На первой фотографии Элеонора валялась с любимым папочкой на пляже. Судя по вывеске какой-то забегаловки на заднем плане, пляж находился на израильском побережье. Другой снимок, сделанный в баре, немного шокировал Эдика. Элку, одетую в кожаный комбинезон и сапоги, тискал волосатый детинка самого байкерского вида и явно не совсем трезвый. Смущенной или испуганной она не выглядела. Яркая помада, прилипший к губам окурок и бутылка кремлевской на ближайшем столике были вполне органичны. Третья фотография оказалась не очень приличной. Жена Эдика стояла на коленях в чем мать родила и удовлетворяла толстого мужика в дорогом костюме. К необъяснимому огорчению Эдика голова мужика в кадр не попала.
10
-- А, вот ты где! -- обрадованно сказал Борис Карлович, перехватив зятя на обратном пути из туалета. Он был настроен благодушно. -- Что такое? Перебрал, сынок?
-- Да пошел ты! -- огрызнулся Пыляев.
Должно быть, на нем лица не было. Сквозь ватную оболочку опьянения проникали какие-то неприятные флюиды и дырявили сердце, как шпаги дерьмового фокусника. Хрусталь не отставал.
-- Пойдем, познакомлю тебя кое с кем.
-- С Элкиной мамашей, что ли?
-- Точно, угадал.
-- Мы уже знакомы.
-- Не может быть. Тебя и тут накололи, мой мальчик. Когда ж ты поумнеешь?

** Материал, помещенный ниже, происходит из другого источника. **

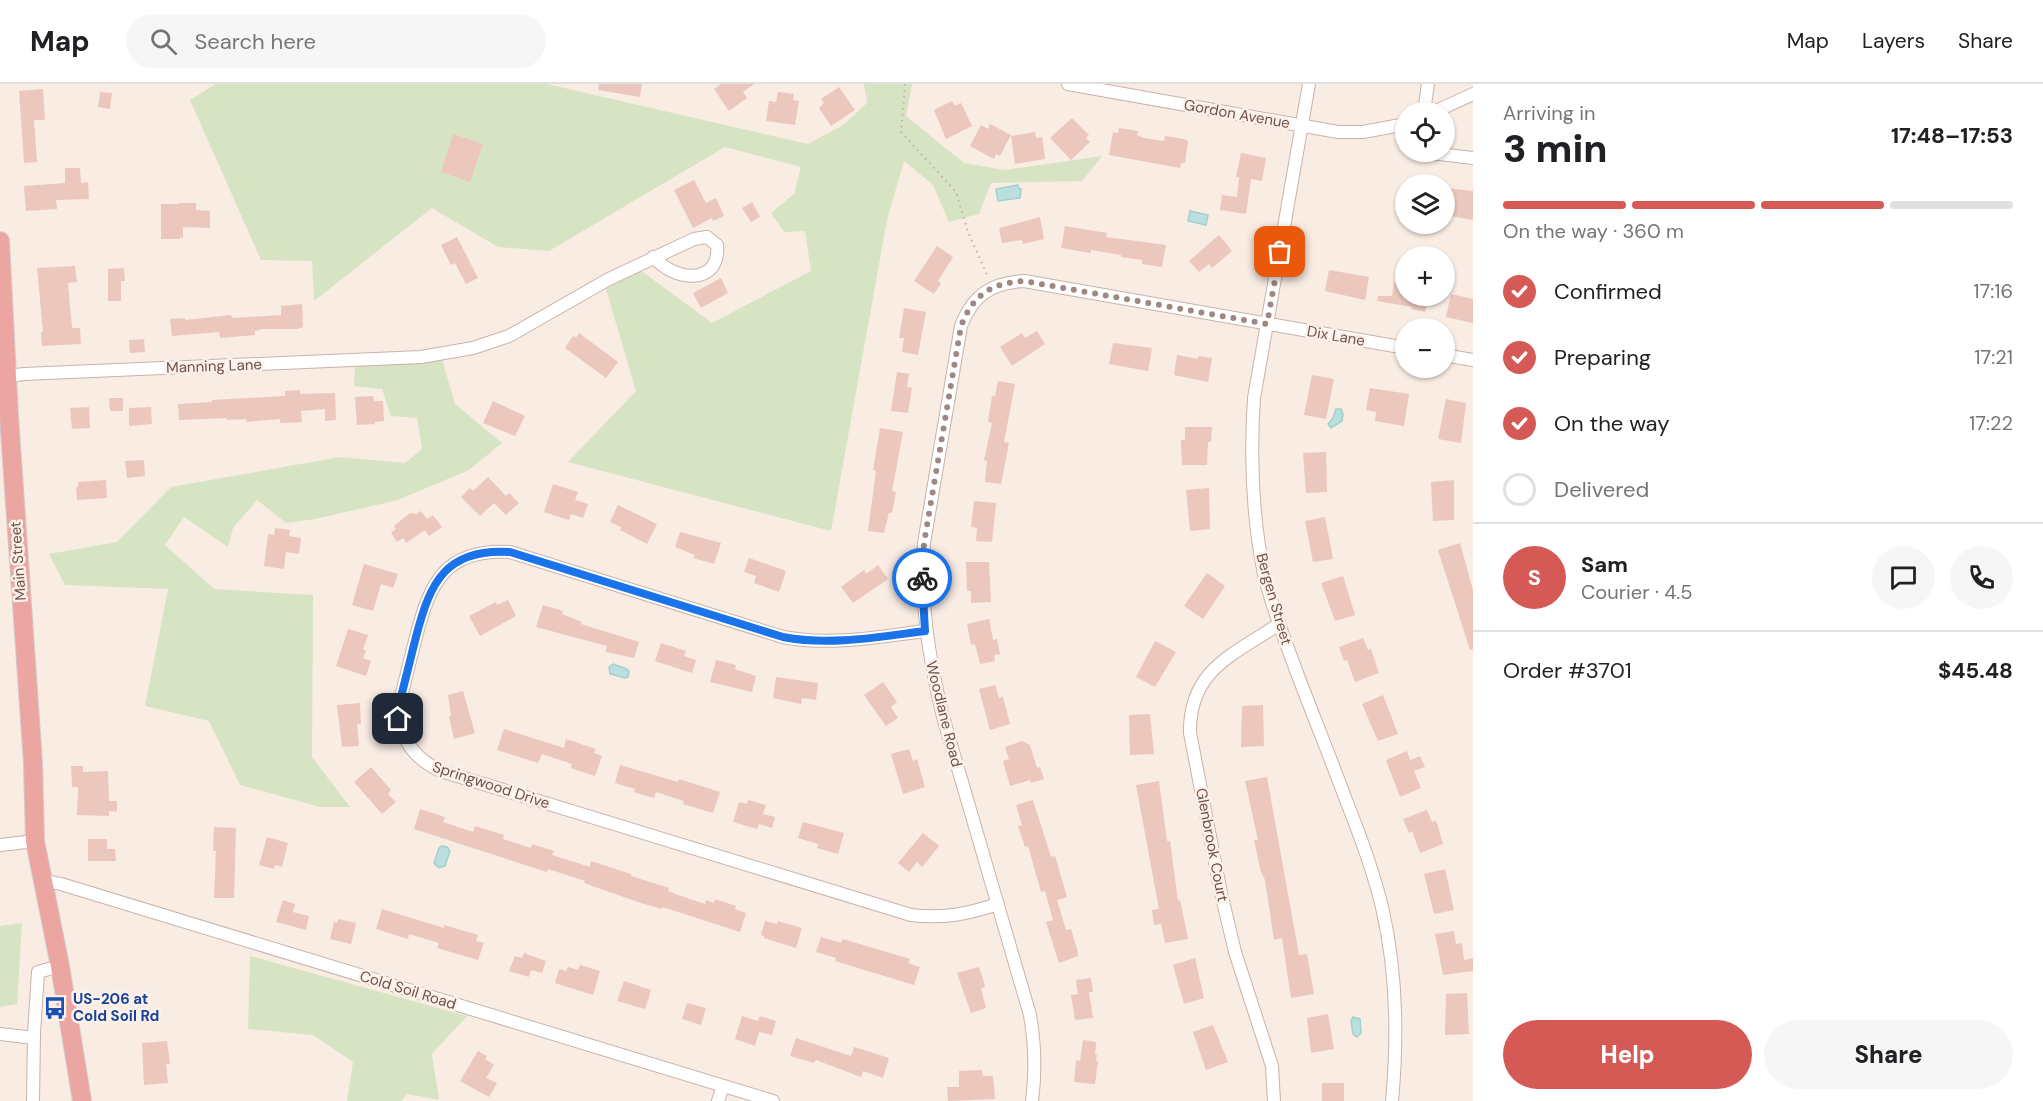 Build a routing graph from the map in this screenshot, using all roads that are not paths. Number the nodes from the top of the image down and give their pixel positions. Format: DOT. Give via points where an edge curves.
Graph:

Эдик дал ему ухватить себя за локоток, и они расслабленно поплелись по коридору, словно два гомосексуалиста, довольных друг другом и жизнью. Но это на очень поверхностный взгляд. Эдик не был доволен ни тестем, ни собой, ни жизнью. Подломился последний костыль, на который он кое-как опирался. Эта больная стерва подрезала ему крылья на взлете. Фотографии уже должны были прожечь прямоугольную дыру в смокинге. Пыляев убеждал себя в том, что два снимка из трех -- фальшивки. Но какие именно? Самое простое -- спросить у Хрусталя. Однако Эдик догадывался, что это против правил игры. До такой степени против правил, что можно было запросто вылететь с площадки.